Une animosité qui disparaîtrait toutefois lors des wikirencontres, moment où les wikipédiens peuvent se voir... pour de vrai. «Les rapports sont très apaisés quand on a la personne en face. De toute façon, dans l'ensemble cela se passe plutôt bien: sur les 1,2 million articles que compte Wikipédia, il y a des polémiques sur une minorité infime», observe Rémi Mathis.
Si aujourd’hui, l’encyclopédie assure encore le service, elle ne le doit pas à son nouveau bouton mais peut-être à un concept du même nom.
Ce «wikilove» en question, qui a inspiré la nouvelle fonctionnalité de la version anglophone et prend racine dans les règles même de Wikipédia, s’inscrit dans une contre-culture américaine teintée de Flower Power des années 1970.
«Le terme wikilove est né peu de temps après Wikipédia. Il s’est articulé autour de deux règles fondamentales: accueillir les débutants, leur expliquer comment Wikipédia fonctionne, et ne pas faire d’attaque personnelle», explique Dominique Cardon.

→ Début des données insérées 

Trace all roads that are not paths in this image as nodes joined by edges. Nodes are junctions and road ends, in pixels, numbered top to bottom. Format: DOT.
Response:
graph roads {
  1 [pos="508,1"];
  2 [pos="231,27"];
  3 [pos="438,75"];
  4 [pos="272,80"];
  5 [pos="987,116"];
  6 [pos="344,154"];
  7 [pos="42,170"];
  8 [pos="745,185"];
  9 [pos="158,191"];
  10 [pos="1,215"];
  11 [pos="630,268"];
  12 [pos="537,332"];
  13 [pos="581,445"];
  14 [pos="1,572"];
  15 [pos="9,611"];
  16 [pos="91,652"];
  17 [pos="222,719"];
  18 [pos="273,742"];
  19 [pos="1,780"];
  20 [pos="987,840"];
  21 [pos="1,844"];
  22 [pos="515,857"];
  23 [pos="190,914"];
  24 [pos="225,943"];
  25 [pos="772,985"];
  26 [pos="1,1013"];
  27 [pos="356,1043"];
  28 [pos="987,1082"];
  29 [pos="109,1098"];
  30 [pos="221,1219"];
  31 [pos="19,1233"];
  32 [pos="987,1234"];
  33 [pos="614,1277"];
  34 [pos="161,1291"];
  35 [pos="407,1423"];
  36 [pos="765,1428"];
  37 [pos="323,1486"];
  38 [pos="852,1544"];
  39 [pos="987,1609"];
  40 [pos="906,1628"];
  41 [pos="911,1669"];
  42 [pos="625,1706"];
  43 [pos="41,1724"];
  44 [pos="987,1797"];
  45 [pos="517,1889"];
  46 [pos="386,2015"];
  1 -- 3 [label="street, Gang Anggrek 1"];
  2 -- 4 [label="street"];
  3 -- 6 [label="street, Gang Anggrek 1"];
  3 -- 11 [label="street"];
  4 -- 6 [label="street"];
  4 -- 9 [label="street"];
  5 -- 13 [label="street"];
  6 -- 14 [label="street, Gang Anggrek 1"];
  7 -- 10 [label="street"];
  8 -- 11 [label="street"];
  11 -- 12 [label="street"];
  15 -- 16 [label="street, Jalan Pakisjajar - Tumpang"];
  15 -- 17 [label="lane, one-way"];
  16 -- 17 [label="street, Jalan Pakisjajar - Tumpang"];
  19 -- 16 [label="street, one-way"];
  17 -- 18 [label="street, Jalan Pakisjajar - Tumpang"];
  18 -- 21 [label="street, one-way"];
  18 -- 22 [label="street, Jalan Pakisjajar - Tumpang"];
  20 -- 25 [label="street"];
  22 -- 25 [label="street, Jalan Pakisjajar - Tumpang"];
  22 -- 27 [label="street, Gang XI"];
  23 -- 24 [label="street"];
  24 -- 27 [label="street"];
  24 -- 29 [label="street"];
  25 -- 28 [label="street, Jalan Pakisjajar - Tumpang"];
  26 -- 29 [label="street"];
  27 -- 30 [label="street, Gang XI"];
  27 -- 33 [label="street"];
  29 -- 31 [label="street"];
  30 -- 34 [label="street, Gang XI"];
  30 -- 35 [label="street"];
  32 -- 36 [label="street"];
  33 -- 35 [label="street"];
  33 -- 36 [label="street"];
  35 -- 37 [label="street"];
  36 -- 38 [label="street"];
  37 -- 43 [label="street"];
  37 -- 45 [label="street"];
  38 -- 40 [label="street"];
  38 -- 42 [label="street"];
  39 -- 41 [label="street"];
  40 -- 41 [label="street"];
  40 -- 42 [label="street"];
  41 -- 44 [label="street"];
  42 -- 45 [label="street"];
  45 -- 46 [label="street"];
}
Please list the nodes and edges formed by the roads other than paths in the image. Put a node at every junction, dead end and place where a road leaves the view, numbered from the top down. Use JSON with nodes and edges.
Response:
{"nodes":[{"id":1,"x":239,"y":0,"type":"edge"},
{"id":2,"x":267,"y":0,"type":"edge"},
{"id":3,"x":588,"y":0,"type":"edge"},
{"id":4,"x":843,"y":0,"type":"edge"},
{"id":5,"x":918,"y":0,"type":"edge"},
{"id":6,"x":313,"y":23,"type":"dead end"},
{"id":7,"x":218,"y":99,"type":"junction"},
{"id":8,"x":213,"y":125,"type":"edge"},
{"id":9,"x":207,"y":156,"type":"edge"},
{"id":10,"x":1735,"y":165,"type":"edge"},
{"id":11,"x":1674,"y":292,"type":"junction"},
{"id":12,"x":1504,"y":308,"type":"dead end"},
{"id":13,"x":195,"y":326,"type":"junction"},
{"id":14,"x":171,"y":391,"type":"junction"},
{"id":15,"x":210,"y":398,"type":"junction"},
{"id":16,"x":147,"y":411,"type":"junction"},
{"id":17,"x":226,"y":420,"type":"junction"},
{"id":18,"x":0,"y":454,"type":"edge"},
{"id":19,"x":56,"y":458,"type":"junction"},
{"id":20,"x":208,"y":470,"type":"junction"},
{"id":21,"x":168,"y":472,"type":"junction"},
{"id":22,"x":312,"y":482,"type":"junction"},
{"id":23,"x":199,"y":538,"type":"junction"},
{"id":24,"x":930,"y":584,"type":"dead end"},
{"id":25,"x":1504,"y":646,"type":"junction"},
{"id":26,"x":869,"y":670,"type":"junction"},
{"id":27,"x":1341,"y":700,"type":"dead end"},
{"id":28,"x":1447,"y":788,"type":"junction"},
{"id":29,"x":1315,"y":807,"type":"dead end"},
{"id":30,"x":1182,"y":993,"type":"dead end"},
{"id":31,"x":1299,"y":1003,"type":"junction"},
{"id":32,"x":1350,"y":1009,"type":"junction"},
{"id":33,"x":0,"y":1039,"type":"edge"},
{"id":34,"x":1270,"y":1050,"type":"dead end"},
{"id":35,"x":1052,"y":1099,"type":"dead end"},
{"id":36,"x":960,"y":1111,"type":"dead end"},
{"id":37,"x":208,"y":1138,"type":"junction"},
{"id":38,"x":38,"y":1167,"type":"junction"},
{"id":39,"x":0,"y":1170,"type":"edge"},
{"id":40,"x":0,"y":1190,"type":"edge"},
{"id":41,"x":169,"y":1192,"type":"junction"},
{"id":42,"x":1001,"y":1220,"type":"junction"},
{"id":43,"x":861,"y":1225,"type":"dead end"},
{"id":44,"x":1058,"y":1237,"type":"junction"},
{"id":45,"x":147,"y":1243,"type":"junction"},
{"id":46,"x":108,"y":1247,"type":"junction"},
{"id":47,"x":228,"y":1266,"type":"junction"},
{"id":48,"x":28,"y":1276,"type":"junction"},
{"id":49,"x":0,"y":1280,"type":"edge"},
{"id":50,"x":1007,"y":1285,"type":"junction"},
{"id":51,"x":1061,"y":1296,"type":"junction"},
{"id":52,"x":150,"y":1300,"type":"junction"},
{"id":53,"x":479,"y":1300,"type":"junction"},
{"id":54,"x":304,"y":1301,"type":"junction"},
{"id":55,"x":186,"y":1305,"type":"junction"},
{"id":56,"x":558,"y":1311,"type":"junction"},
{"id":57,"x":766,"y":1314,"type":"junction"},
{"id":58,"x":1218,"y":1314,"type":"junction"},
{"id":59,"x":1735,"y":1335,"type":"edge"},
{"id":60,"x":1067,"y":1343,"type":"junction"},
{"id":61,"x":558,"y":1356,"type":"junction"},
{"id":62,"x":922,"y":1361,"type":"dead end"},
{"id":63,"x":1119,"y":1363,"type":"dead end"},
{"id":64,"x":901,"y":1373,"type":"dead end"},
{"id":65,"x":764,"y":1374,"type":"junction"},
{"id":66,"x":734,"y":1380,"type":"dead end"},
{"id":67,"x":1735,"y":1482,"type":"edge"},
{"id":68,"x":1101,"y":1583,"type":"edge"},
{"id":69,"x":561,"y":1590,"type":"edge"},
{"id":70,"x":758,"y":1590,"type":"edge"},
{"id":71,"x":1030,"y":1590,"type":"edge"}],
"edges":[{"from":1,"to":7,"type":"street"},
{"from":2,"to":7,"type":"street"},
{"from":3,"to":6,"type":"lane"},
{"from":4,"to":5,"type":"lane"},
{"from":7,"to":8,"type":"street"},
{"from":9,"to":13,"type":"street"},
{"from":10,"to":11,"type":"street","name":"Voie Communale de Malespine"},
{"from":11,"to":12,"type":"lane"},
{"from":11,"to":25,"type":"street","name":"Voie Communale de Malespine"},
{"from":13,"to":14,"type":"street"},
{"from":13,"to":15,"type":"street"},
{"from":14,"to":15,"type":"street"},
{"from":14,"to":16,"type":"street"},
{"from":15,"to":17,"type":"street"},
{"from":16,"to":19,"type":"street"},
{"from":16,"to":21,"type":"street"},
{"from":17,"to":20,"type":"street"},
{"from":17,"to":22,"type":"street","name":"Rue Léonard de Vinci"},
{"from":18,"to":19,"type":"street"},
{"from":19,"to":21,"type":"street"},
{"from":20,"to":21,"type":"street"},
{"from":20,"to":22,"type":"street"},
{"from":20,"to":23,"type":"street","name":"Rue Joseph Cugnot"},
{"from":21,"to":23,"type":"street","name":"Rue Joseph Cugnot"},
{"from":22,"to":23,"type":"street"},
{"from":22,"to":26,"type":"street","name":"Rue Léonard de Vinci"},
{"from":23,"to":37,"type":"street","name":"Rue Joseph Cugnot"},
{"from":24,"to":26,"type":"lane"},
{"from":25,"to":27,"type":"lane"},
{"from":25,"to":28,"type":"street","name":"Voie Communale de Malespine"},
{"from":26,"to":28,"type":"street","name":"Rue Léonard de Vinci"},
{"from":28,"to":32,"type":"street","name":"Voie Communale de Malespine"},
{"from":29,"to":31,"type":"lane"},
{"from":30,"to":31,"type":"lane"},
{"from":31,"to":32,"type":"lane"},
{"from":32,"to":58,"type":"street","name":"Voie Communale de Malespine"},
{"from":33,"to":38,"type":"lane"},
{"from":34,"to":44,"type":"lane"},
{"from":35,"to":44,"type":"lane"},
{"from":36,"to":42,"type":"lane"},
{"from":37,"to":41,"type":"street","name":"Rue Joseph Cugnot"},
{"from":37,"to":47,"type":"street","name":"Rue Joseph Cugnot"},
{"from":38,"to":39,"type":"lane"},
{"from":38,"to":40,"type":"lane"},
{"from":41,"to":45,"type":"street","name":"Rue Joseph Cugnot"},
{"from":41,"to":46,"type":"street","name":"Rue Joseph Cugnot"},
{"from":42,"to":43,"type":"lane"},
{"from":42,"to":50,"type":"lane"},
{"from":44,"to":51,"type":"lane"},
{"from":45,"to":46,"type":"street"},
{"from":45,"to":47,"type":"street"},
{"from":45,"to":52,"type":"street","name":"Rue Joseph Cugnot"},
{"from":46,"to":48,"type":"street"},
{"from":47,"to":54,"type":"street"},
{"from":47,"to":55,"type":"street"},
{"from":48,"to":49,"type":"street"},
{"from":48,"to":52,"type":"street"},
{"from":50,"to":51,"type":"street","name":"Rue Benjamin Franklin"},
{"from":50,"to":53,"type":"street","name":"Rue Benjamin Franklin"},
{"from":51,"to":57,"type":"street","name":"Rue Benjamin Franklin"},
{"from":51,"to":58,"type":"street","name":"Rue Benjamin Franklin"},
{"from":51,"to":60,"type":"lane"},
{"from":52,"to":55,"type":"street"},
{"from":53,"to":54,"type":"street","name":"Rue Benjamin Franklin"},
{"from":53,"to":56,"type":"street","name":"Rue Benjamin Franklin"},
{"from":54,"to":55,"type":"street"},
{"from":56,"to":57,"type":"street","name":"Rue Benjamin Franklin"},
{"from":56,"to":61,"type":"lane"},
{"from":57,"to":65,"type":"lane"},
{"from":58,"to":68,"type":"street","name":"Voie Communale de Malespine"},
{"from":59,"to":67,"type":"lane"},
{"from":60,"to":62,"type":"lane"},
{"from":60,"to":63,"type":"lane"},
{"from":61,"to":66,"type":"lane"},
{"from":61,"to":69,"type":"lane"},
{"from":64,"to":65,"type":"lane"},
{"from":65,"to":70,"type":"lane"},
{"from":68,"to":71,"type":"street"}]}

Au sein de cette communauté, on ne juge pas. L’idée est que le contributeur écrit pour le bien commun: la transmission des savoirs et non pour lui seul, ni pour son auto-promotion par exemple. Un système qui exclut la crise d’égo, et qui n’est pas sans lien direct avec la do-ocratie, cette nouvelle forme d’organisation mise en avant par des groupes d’hacktivistes comme Telecomix ou Anonymous et basée sur ce précepte simple: «Je sais faire donc je le fais.»
Un schéma horizontal, sans leader, inspiré des mouvements libertaires et légalitaires. Au sein de Wikipédia, tout le monde a le pouvoir de sanctionner un article et quand un conflit va trop loin on fait appel à un «wikipompier» qui est censé gérer le dilemme.
Ce sont les règles et c’est grâce à ces dernières que la communauté arrive à survivre et ne s’écharpe pas.
«Wikilove c’est du tact numérique renforcé. On rédige des règles explicites pour le virtuel, des règles sur lesquelles on n’insisterait pas dans la vraie vie parce que cela nous semble naturel. C’est grâce à ces règles que Wikipédia subsiste encore», analyse Dominique Cardon. Un concept plus universel que l’amour des chats.